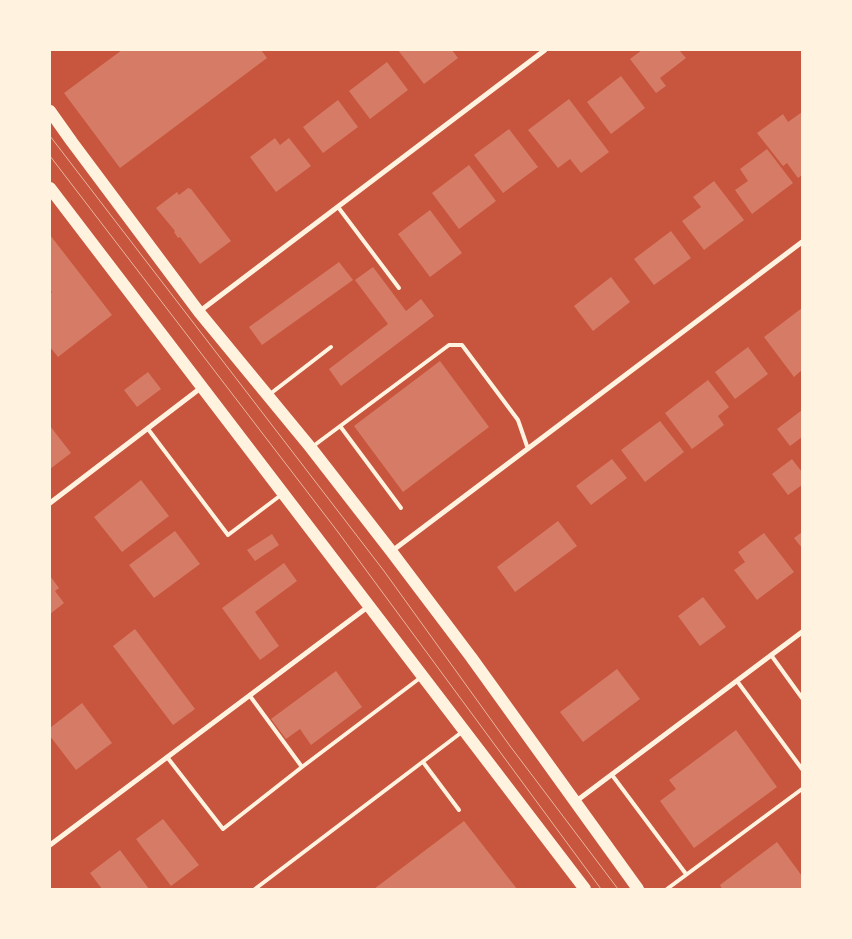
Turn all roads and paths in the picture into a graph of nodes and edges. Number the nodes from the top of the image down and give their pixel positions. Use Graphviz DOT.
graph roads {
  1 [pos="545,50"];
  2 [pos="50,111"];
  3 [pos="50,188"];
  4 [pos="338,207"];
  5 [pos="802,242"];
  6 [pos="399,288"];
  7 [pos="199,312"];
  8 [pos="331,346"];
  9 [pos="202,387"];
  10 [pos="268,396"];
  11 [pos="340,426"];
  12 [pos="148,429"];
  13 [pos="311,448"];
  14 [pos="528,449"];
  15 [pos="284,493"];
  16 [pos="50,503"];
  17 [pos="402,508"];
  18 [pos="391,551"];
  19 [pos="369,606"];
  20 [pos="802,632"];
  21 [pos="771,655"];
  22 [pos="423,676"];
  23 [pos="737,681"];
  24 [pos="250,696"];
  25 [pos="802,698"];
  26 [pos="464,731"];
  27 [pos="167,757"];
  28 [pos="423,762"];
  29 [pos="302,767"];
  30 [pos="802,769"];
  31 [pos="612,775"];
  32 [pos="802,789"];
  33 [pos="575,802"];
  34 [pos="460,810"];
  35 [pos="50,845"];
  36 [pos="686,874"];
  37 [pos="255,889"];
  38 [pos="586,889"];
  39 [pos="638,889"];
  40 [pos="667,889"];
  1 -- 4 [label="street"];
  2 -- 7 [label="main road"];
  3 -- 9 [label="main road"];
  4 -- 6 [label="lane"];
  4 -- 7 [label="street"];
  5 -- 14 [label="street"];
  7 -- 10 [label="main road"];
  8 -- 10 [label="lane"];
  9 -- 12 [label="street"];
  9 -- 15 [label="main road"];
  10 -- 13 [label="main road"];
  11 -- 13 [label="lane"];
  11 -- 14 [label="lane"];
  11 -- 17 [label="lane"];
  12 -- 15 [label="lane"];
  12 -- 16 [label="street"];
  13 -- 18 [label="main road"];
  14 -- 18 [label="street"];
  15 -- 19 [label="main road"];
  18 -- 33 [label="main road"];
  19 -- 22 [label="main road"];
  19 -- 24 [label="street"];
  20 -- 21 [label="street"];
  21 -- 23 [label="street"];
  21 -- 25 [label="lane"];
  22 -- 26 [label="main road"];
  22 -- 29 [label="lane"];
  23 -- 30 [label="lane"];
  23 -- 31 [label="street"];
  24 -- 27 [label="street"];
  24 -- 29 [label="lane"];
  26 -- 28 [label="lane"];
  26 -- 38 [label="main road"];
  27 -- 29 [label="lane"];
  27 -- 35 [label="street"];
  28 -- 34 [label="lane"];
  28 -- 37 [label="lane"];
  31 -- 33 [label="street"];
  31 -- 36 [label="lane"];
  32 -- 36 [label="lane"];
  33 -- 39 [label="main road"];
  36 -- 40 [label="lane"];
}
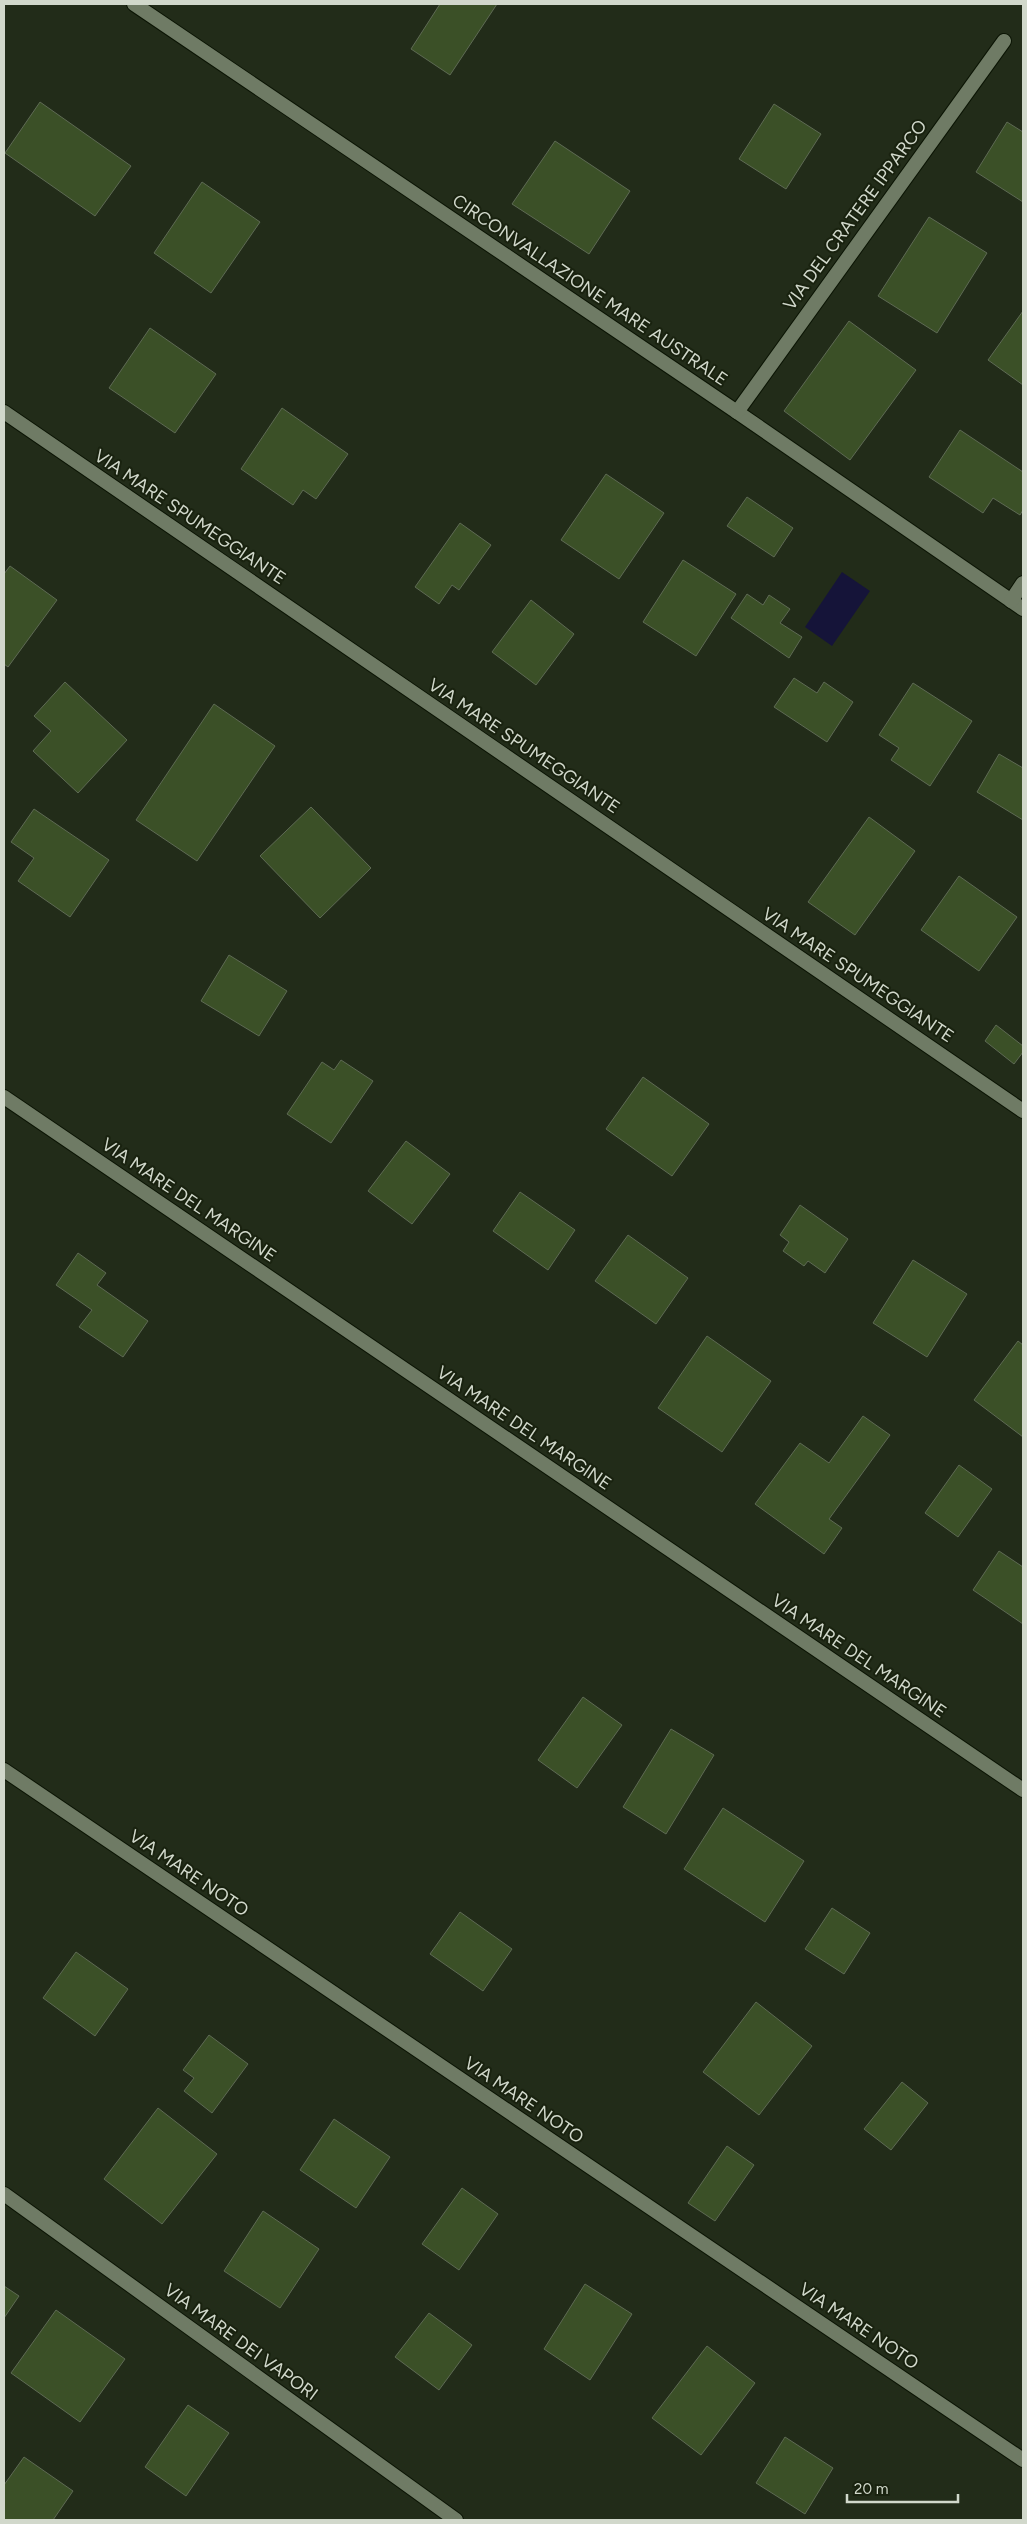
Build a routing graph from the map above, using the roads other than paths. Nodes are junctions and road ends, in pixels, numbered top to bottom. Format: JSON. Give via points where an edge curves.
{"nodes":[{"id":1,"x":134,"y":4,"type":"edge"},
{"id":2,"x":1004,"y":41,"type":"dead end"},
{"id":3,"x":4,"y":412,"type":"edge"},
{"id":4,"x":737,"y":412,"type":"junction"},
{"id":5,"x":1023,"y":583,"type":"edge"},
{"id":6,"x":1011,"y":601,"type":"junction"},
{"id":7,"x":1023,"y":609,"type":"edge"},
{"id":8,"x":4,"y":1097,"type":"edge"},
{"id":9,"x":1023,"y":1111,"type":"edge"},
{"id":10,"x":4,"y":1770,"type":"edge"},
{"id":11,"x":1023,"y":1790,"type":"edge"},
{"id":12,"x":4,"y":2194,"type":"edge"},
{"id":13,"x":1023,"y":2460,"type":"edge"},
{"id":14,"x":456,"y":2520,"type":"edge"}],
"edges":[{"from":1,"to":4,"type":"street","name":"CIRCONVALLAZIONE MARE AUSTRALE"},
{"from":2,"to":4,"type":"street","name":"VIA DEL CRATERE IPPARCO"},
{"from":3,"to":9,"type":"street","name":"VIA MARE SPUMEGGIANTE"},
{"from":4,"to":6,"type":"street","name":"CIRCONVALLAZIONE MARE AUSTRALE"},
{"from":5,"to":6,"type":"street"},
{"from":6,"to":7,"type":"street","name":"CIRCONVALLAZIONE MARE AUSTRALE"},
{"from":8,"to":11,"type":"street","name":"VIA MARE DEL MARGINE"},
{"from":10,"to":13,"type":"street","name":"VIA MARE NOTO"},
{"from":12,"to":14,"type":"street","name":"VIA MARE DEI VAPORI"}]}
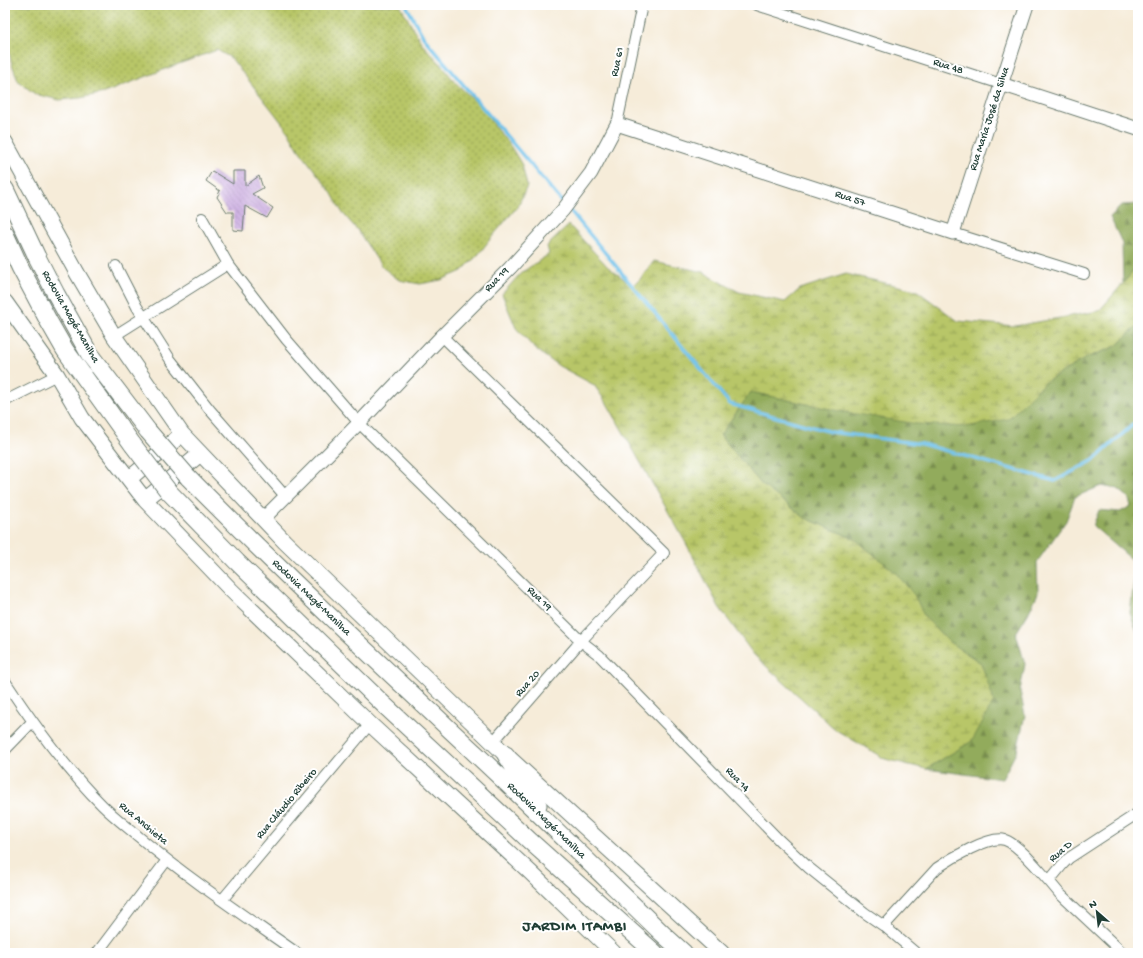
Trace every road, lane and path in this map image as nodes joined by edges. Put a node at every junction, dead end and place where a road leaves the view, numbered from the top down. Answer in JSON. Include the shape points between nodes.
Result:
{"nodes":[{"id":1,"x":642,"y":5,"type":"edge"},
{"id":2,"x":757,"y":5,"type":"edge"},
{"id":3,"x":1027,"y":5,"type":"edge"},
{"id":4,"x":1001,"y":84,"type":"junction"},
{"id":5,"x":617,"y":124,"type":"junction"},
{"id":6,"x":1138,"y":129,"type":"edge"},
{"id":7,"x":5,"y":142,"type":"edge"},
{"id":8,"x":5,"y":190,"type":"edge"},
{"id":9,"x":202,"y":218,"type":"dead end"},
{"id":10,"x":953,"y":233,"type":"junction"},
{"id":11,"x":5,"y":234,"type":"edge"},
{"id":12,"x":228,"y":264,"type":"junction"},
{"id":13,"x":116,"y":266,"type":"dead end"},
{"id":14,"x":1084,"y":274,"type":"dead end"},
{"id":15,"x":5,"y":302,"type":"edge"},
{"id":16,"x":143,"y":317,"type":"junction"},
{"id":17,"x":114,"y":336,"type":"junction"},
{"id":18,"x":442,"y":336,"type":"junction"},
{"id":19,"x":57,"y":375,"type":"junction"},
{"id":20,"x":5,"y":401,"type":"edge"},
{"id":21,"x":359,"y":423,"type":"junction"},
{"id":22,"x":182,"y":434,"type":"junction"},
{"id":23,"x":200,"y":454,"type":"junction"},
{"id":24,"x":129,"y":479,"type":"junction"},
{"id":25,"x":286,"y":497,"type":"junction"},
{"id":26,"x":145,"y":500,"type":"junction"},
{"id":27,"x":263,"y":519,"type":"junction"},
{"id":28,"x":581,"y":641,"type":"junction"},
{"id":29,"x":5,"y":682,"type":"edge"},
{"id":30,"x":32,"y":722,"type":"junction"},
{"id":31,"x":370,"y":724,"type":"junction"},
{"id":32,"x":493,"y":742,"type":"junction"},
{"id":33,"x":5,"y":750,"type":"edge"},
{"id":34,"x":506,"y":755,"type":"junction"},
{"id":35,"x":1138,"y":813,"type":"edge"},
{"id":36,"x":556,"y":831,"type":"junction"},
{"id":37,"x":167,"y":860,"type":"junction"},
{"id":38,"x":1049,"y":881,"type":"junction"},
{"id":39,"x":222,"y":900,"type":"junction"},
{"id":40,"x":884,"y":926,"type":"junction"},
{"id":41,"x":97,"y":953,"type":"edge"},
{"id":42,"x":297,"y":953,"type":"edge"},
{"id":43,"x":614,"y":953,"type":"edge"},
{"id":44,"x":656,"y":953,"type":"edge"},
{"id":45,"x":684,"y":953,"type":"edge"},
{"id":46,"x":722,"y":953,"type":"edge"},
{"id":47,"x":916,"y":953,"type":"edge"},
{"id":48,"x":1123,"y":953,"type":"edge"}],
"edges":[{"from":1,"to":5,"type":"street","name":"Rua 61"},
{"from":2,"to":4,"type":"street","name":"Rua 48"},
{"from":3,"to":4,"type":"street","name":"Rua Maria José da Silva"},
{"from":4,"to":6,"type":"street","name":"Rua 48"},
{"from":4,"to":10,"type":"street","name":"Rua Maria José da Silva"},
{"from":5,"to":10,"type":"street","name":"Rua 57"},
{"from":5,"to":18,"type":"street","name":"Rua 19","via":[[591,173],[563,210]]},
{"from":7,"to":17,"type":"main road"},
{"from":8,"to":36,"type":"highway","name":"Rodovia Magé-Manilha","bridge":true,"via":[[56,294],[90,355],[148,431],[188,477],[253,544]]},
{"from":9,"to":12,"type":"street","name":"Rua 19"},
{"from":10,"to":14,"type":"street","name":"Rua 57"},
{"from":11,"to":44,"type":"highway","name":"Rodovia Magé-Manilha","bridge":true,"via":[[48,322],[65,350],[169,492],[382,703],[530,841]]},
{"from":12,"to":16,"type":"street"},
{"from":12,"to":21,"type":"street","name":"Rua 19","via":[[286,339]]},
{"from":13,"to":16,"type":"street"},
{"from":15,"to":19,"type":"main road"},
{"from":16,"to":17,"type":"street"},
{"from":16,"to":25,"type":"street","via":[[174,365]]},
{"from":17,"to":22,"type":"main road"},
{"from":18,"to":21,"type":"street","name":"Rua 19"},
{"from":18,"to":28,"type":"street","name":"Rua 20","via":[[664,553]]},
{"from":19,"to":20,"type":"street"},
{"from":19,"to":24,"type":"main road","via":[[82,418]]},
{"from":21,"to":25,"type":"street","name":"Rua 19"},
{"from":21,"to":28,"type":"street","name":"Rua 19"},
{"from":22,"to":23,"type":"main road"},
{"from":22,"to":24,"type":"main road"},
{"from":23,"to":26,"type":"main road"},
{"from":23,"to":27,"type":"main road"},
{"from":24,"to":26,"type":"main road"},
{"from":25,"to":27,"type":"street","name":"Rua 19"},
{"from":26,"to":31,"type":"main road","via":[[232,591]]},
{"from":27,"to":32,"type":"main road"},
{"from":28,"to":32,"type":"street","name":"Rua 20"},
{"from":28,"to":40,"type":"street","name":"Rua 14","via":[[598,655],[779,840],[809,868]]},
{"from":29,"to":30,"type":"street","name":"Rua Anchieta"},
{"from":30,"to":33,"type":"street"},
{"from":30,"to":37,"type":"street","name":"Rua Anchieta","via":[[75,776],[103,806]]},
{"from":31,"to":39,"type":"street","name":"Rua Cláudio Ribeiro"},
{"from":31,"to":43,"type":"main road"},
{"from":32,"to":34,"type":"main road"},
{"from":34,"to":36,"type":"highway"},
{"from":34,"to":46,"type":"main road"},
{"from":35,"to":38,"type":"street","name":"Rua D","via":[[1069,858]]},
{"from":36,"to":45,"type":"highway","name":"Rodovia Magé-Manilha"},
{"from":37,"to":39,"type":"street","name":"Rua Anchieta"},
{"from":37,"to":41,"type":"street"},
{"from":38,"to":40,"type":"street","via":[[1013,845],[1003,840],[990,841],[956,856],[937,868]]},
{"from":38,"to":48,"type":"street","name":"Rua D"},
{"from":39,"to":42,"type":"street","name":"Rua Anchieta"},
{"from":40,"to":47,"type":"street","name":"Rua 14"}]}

####################

Pull every line containing "Maria" out of the entries.

{"from":3,"to":4,"type":"street","name":"Rua Maria José da Silva"},
{"from":4,"to":10,"type":"street","name":"Rua Maria José da Silva"},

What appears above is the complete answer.